**ENTRIES PROVIDED:**

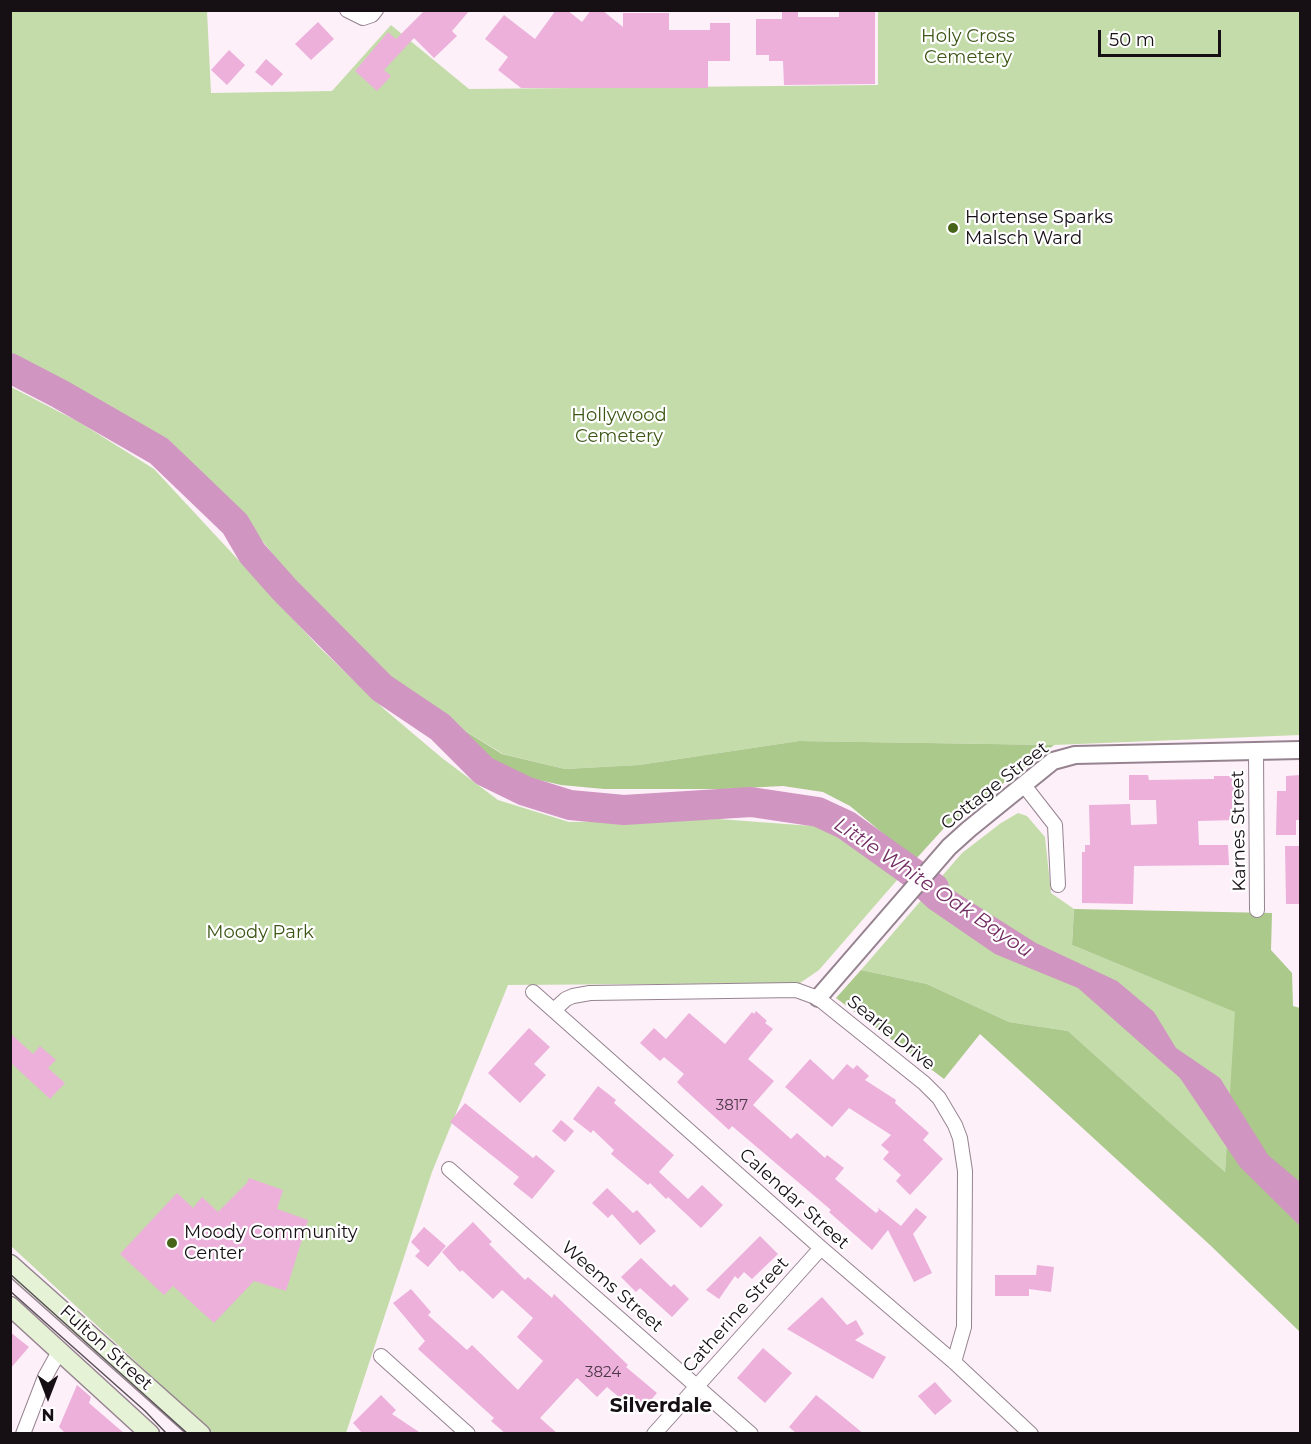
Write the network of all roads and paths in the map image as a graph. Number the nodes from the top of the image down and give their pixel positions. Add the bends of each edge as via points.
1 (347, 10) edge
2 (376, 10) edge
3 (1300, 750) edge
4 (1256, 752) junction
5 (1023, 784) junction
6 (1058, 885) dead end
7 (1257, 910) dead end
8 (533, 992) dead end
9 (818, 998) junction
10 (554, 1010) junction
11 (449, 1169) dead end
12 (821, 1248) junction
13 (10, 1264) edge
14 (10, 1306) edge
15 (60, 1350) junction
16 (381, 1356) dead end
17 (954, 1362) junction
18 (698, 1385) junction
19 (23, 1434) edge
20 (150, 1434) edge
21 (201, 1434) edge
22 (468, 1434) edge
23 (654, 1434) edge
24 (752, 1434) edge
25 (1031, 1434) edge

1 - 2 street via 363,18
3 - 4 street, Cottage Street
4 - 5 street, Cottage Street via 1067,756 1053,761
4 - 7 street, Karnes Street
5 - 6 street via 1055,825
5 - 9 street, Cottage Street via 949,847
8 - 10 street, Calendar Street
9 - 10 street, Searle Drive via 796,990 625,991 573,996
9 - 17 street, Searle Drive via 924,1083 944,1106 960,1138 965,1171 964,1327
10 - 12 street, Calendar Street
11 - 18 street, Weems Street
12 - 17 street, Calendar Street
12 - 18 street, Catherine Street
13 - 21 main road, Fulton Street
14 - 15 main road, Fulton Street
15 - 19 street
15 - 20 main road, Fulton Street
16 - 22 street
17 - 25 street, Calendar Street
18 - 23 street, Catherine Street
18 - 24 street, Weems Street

**PROBLEM REQUIREMENTS:**
Which lines in the records above hold the string "dead"? Copy each of them.

**SOLVED PROBLEM:**
6 (1058, 885) dead end
7 (1257, 910) dead end
8 (533, 992) dead end
11 (449, 1169) dead end
16 (381, 1356) dead end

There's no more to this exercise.